> [Data]
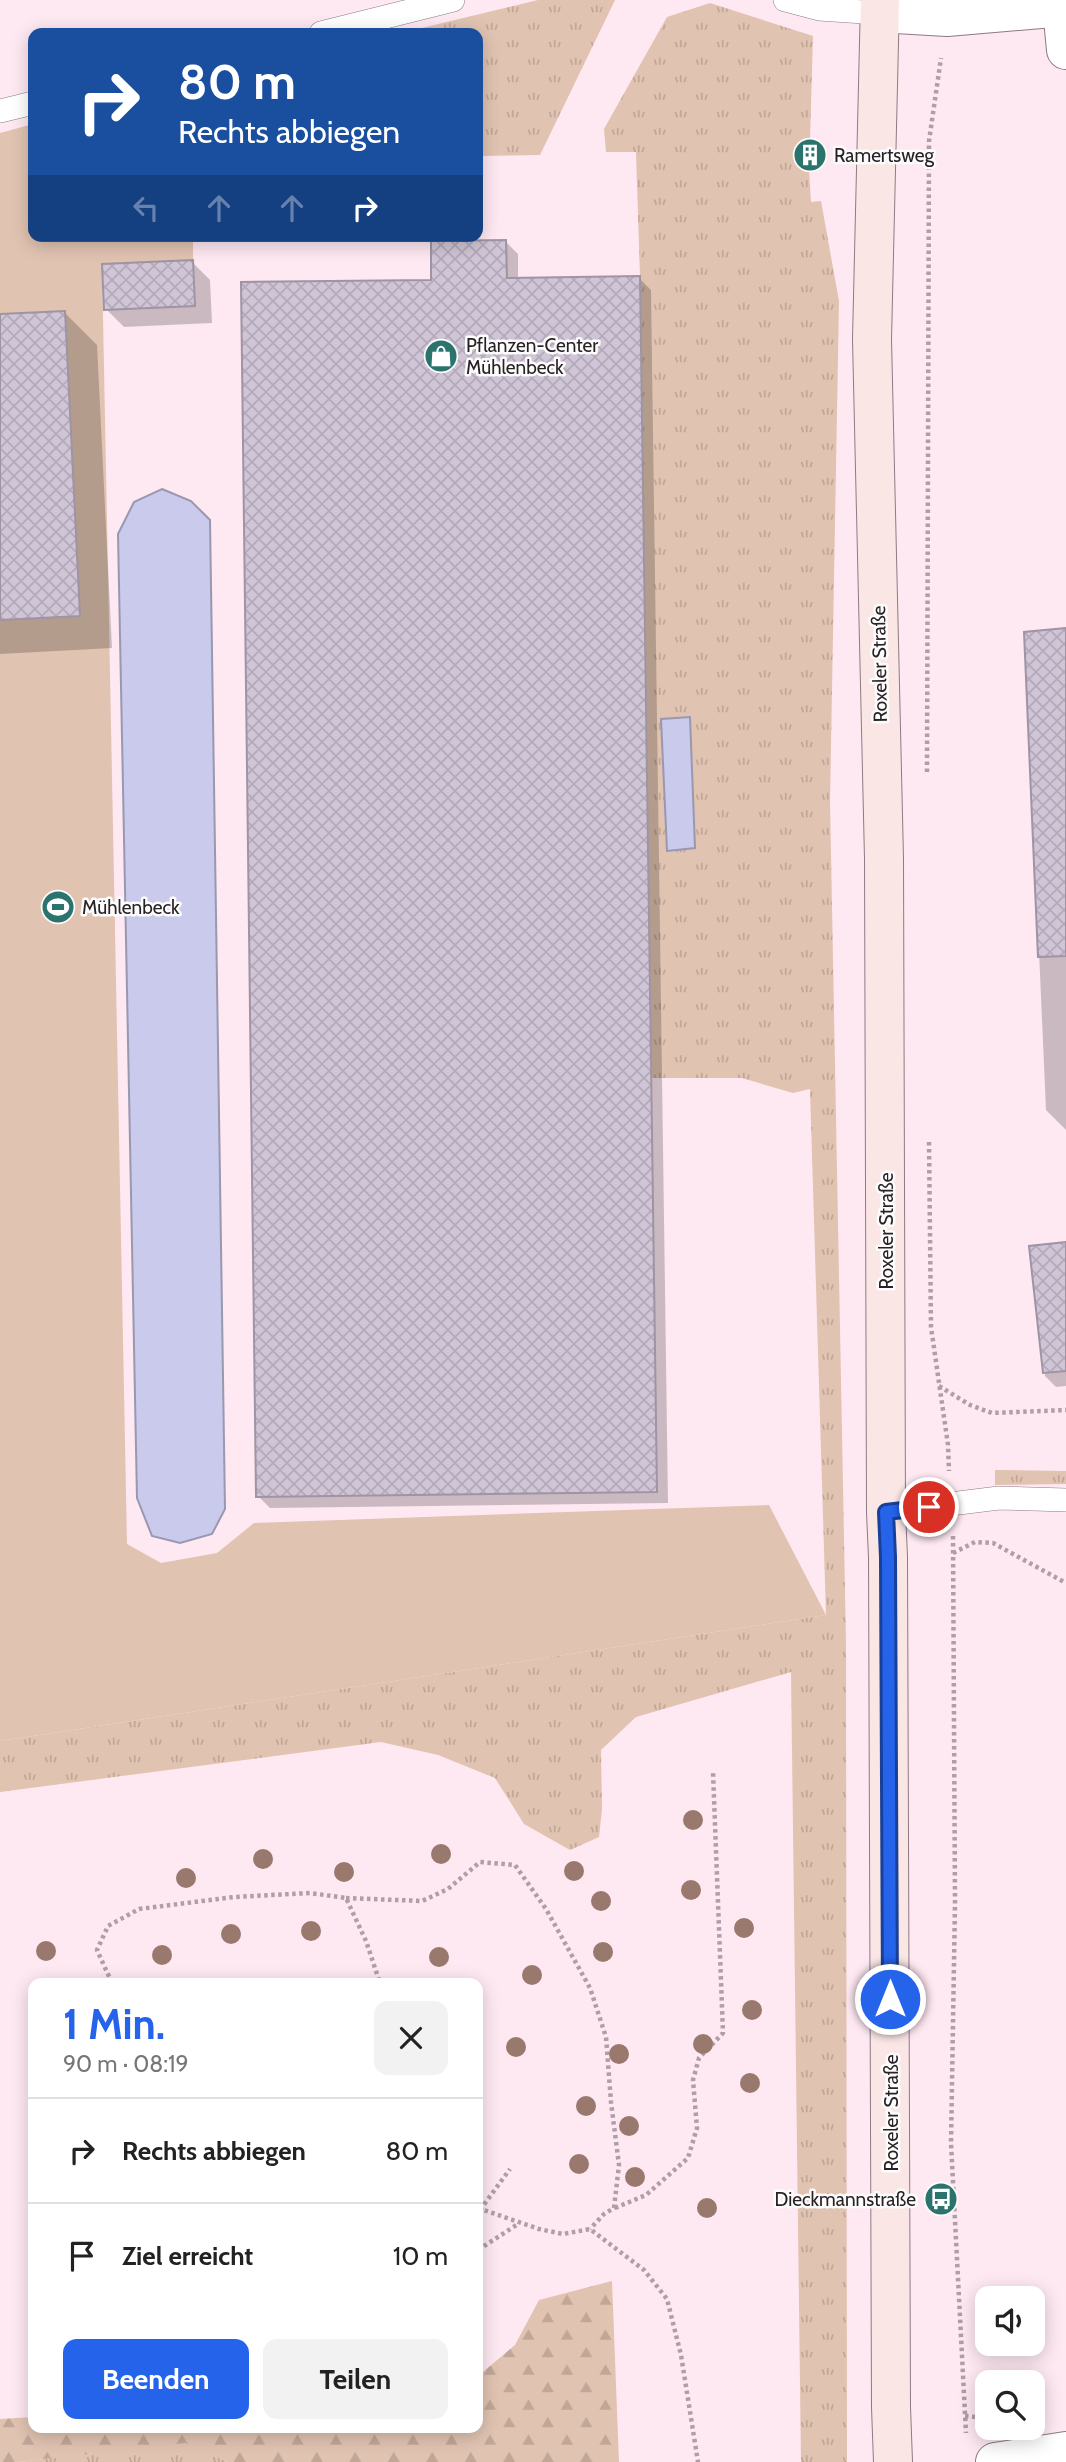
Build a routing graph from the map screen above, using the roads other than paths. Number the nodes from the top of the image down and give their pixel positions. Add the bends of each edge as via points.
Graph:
1 (453, 0) edge
2 (785, 0) edge
3 (879, 6) edge
4 (1064, 7) edge
5 (341, 28) edge
6 (1066, 50) edge
7 (28, 104) edge
8 (0, 111) edge
9 (1066, 1500) edge
10 (886, 1512) junction
11 (980, 2450) edge
12 (1066, 2451) edge
13 (893, 2462) edge

1 - 5 lane
2 - 3 lane via 820,9
3 - 4 street via 947,17
3 - 10 main road, Roxeler Straße via 872,339 884,859
4 - 6 street
7 - 8 lane
9 - 10 lane via 999,1498
10 - 13 main road, Roxeler Straße
11 - 12 street

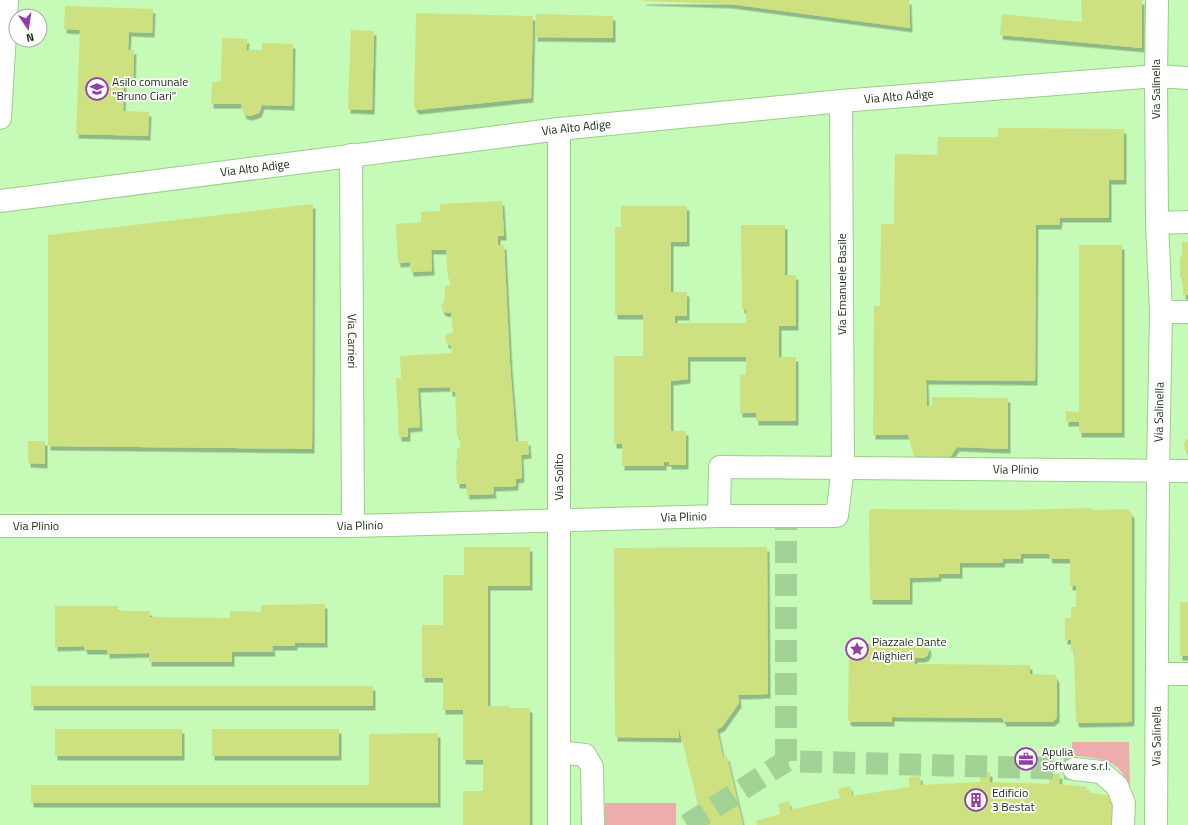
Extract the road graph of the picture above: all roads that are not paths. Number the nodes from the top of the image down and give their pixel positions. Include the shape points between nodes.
1 (7, 0) edge
2 (1157, 0) edge
3 (1156, 76) junction
4 (1188, 78) edge
5 (841, 101) junction
6 (0, 118) edge
7 (559, 129) junction
8 (351, 155) junction
9 (0, 201) edge
10 (1188, 222) edge
11 (1157, 223) junction
12 (1161, 312) junction
13 (1188, 312) edge
14 (843, 467) junction
15 (1158, 470) junction
16 (1188, 471) edge
17 (719, 516) junction
18 (559, 520) junction
19 (0, 526) edge
20 (353, 526) junction
21 (1157, 674) junction
22 (1188, 674) edge
23 (559, 752) junction
24 (1074, 769) tunnel mouth
25 (559, 825) edge
26 (593, 825) edge
27 (1123, 825) edge
28 (1156, 825) edge

1 - 6 street
2 - 3 street, Via Salinella
3 - 4 street, Via Alto Adige
3 - 5 street, Via Alto Adige
3 - 11 street, Via Salinella
5 - 7 street, Via Alto Adige
5 - 14 street, Via Emanuele Basile
7 - 8 street, Via Alto Adige
7 - 18 street, Via Solìto
8 - 9 street, Via Alto Adige
8 - 20 street, Via Carrieri
10 - 11 street
11 - 12 street, Via Salinella
12 - 13 street
12 - 15 street, Via Salinella
14 - 15 street, Via Plinio
14 - 17 street, Via Plinio via 837,516
14 - 17 street, Via Plinio via 720,467
15 - 16 street, Via Plinio
15 - 21 street, Via Salinella
17 - 18 street, Via Plinio
18 - 20 street, Via Plinio
18 - 23 street, Via Solìto
19 - 20 street, Via Plinio
21 - 22 street
21 - 28 street, Via Salinella
23 - 25 street, Via Solìto
23 - 26 street via 585,755 592,768
24 - 27 street via 1101,772 1117,786 1124,803

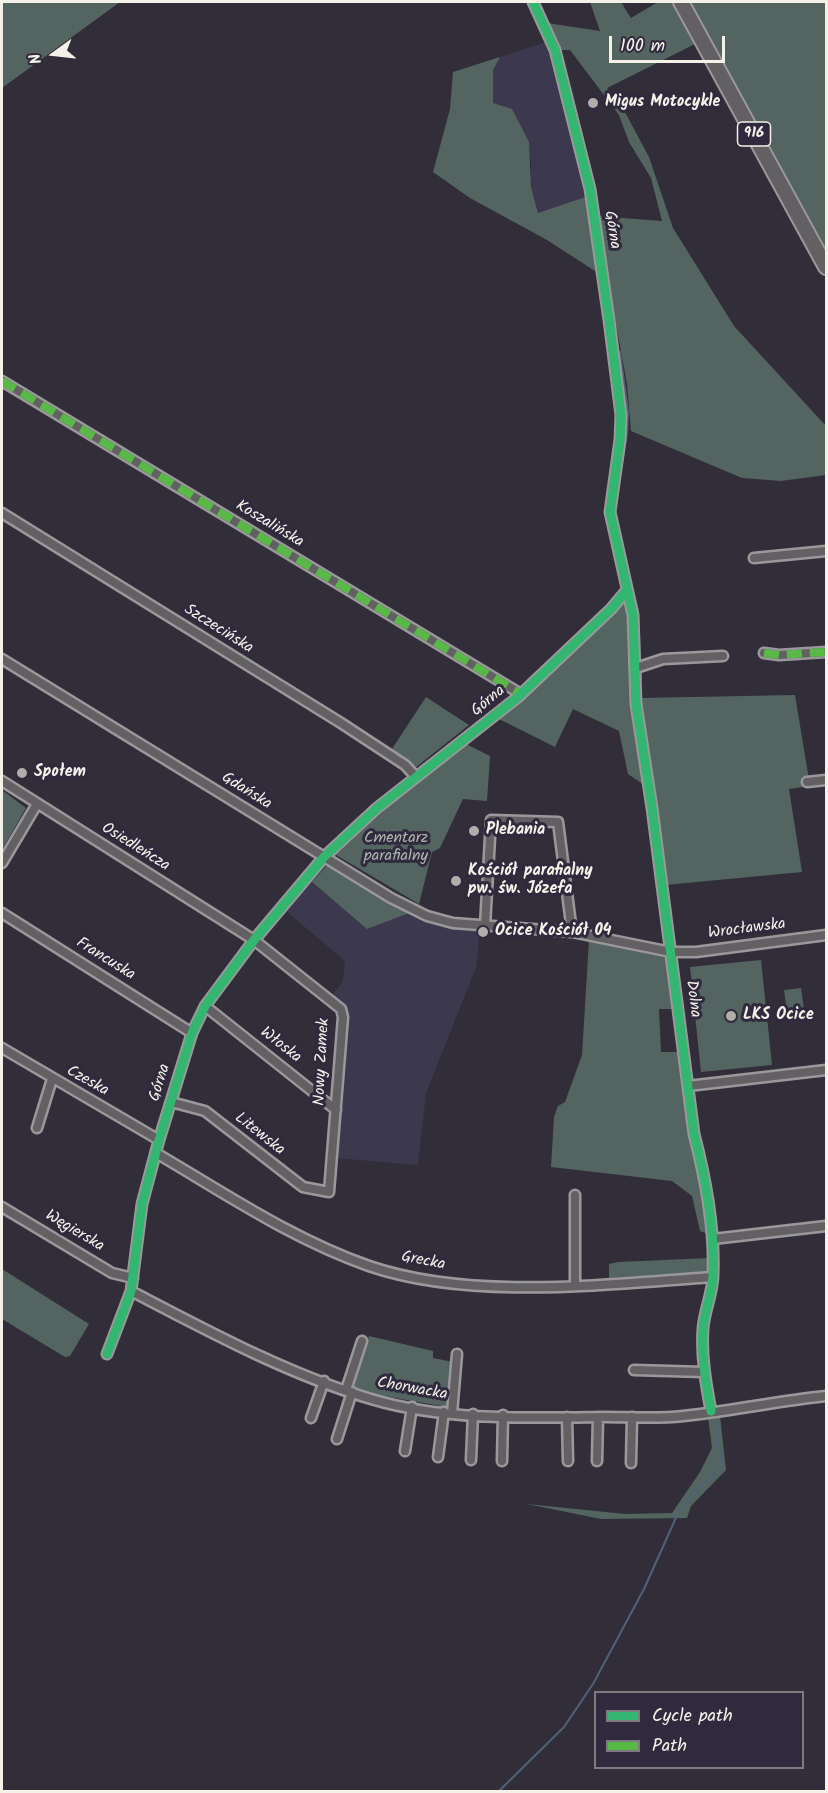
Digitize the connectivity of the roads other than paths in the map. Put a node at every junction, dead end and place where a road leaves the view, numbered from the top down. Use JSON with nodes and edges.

> [Task description] Please transcribe each entry exactly, but skip any picture it holds.

> [Answer section]
Build a routing graph from the map screen above, using the roads other than paths. Number the nodes from the top of the image down and give their pixel positions. Add the bends of each edge as via points.
Graph:
1 (453, 0) edge
2 (785, 0) edge
3 (879, 6) edge
4 (1064, 7) edge
5 (341, 28) edge
6 (1066, 50) edge
7 (28, 104) edge
8 (0, 111) edge
9 (1066, 1500) edge
10 (886, 1512) junction
11 (980, 2450) edge
12 (1066, 2451) edge
13 (893, 2462) edge

1 - 5 lane
2 - 3 lane via 820,9
3 - 4 street via 947,17
3 - 10 main road, Roxeler Straße via 872,339 884,859
4 - 6 street
7 - 8 lane
9 - 10 lane via 999,1498
10 - 13 main road, Roxeler Straße
11 - 12 street

Extract the road graph of the picture above: all roads that are not paths. Number the nodes from the top of the image down and give their pixel positions. Include the shape points between nodes.
1 (7, 0) edge
2 (1157, 0) edge
3 (1156, 76) junction
4 (1188, 78) edge
5 (841, 101) junction
6 (0, 118) edge
7 (559, 129) junction
8 (351, 155) junction
9 (0, 201) edge
10 (1188, 222) edge
11 (1157, 223) junction
12 (1161, 312) junction
13 (1188, 312) edge
14 (843, 467) junction
15 (1158, 470) junction
16 (1188, 471) edge
17 (719, 516) junction
18 (559, 520) junction
19 (0, 526) edge
20 (353, 526) junction
21 (1157, 674) junction
22 (1188, 674) edge
23 (559, 752) junction
24 (1074, 769) tunnel mouth
25 (559, 825) edge
26 (593, 825) edge
27 (1123, 825) edge
28 (1156, 825) edge

1 - 6 street
2 - 3 street, Via Salinella
3 - 4 street, Via Alto Adige
3 - 5 street, Via Alto Adige
3 - 11 street, Via Salinella
5 - 7 street, Via Alto Adige
5 - 14 street, Via Emanuele Basile
7 - 8 street, Via Alto Adige
7 - 18 street, Via Solìto
8 - 9 street, Via Alto Adige
8 - 20 street, Via Carrieri
10 - 11 street
11 - 12 street, Via Salinella
12 - 13 street
12 - 15 street, Via Salinella
14 - 15 street, Via Plinio
14 - 17 street, Via Plinio via 837,516
14 - 17 street, Via Plinio via 720,467
15 - 16 street, Via Plinio
15 - 21 street, Via Salinella
17 - 18 street, Via Plinio
18 - 20 street, Via Plinio
18 - 23 street, Via Solìto
19 - 20 street, Via Plinio
21 - 22 street
21 - 28 street, Via Salinella
23 - 25 street, Via Solìto
23 - 26 street via 585,755 592,768
24 - 27 street via 1101,772 1117,786 1124,803

Digitize the connectivity of the roads other than paths in the map. Put a node at every junction, dead end and place where a road leaves the view, numbered from the top down. Use JSON with nodes and edges.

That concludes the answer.